DeepSeek-V4: a million-token context that agents can actually use

Two MoE checkpoints with 1M context and 2% KV cache memory usage.

Deep Dive

DeepSeek released V4 today, a major update focused on efficient long-context inference for agentic workloads. The release includes two MoE checkpoints: DeepSeek-V4-Pro with 1.6T total parameters (49B active) and DeepSeek-V4-Flash with 284B total (13B active), both supporting a 1M-token context window. While benchmark numbers are competitive but not SOTA, the real innovation is in architecture optimizations that make long-context agent tasks practical. At 1M tokens, V4-Pro requires only 27% of the single-token inference FLOPs and 10% of the KV cache memory compared to V3.2. V4-Flash drops these further to 10% FLOPs and 7% KV cache. Against standard grouped query attention with 8 heads in bfloat16, V4 uses roughly 2% of the cache size.
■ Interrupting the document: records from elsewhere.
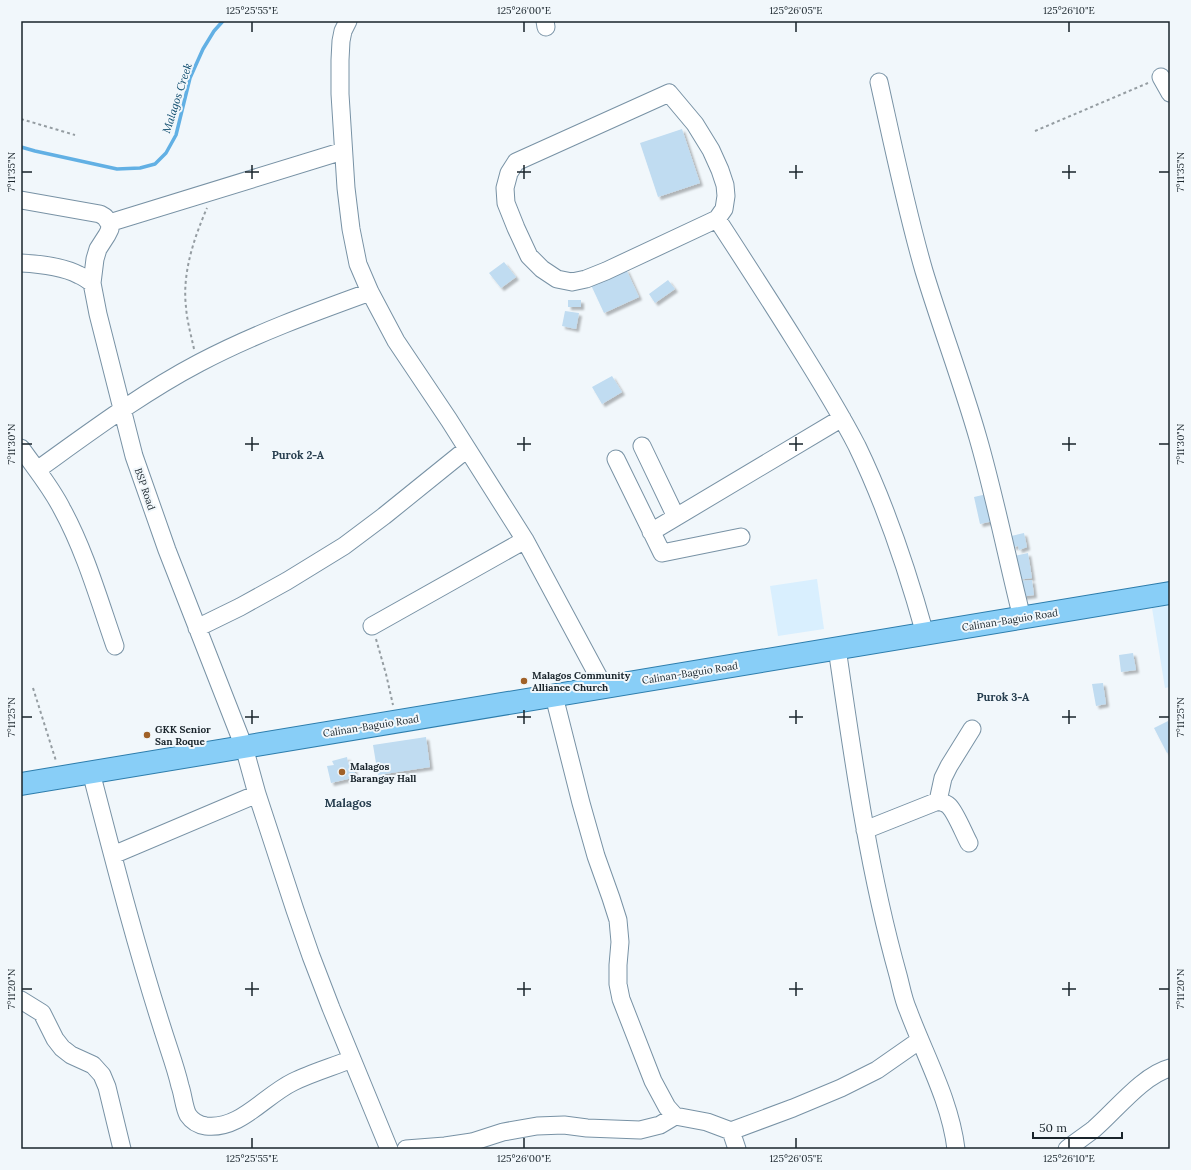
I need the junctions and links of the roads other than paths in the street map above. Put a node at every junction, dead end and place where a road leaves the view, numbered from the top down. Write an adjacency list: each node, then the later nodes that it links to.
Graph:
1 (348, 21): 5 (street)
2 (1161, 77): 4 (street)
3 (879, 82): 24 (street)
4 (1170, 93)
5 (343, 151): 8 (street); 11 (street)
6 (21, 200): 8 (street)
7 (717, 219): 7 (street); 13 (street)
8 (109, 223): 10 (street, BSP Road)
9 (21, 263): 10 (street)
10 (92, 283): 12 (street, BSP Road)
11 (370, 292): 12 (street); 16 (street)
12 (122, 410): 18 (street); 26 (street, BSP Road)
13 (842, 418): 19 (street); 27 (street)
14 (642, 446): 19 (street)
15 (21, 448): 18 (street)
16 (467, 449): 22 (street); 26 (street)
17 (616, 459): 20 (street)
18 (37, 470): 28 (street)
19 (676, 517): 20 (street)
20 (651, 532): 21 (street)
21 (741, 537)
22 (524, 540): 25 (street); 30 (street)
23 (1170, 593): 24 (main road, Calinan-Baguio Road)
24 (1022, 618): 27 (main road, Calinan-Baguio Road)
25 (372, 626)
26 (197, 628): 33 (street, BSP Road)
27 (925, 634): 29 (main road, Calinan-Baguio Road)
28 (115, 646)
29 (837, 648): 30 (main road, Calinan-Baguio Road); 38 (street)
30 (604, 687): 31 (main road, Calinan-Baguio Road)
31 (554, 696): 33 (main road, Calinan-Baguio Road); 45 (street)
32 (972, 729): 37 (street)
33 (244, 747): 34 (main road, Calinan-Baguio Road); 36 (street, BSP Road)
34 (91, 772): 35 (main road, Calinan-Baguio Road); 40 (street)
35 (21, 784)
36 (257, 794): 40 (street); 43 (street, BSP Road)
37 (938, 801): 38 (street); 39 (street)
38 (865, 830): 42 (street)
39 (969, 843)
40 (113, 855): 43 (street)
41 (21, 1000): 47 (street)
42 (920, 1040): 46 (street); 51 (street)
43 (352, 1059): 48 (street, BSP Road)
44 (1170, 1068): 52 (street)
45 (675, 1116): 46 (street); 49 (street)
46 (731, 1131): 50 (street)
47 (122, 1149)
48 (389, 1149)
49 (406, 1149)
50 (737, 1149)
51 (956, 1149)
52 (1067, 1149)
The efficiency gains come from a hybrid attention mechanism that interleaves two approaches across layers. Compressed Sparse Attention (CSA) compresses KV entries by 4x using softmax-gated pooling with a learned positional bias, then applies a lightning indexer (FP4, ReLU-scored multi-head dot product) to pick top-k compressed blocks per query. Heavily Compressed Attention (HCA) compresses KV entries by 128x and uses dense attention over the compressed stream. Both mechanisms include a sliding-window branch for recent tokens. In V4-Pro's 61-layer stack, layers alternate between CSA and HCA, with FP8 storage for most KV entries and BF16 only for RoPE dimensions. The lightning indexer runs in FP4. These design choices compound to produce the dramatic memory and compute savings. The paper also describes post-training optimizations specifically targeting agent workflows, addressing issues like context budget overruns, KV cache filling GPU memory, and tool-call round trips degrading over long tasks.

Key Points
  • Two MoE checkpoints: V4-Pro (1.6T total, 49B active) and V4-Flash (284B total, 13B active), both with 1M-token context window
  • Hybrid attention (CSA and HCA) reduces KV cache memory to 2% of standard architectures and cuts FLOPs by 73-90%
  • Designed specifically for long-running agentic workloads like SWE-bench tasks and multi-step browsing sessions

Why It Matters

Enables practical deployment of million-token context agents without prohibitive GPU memory costs.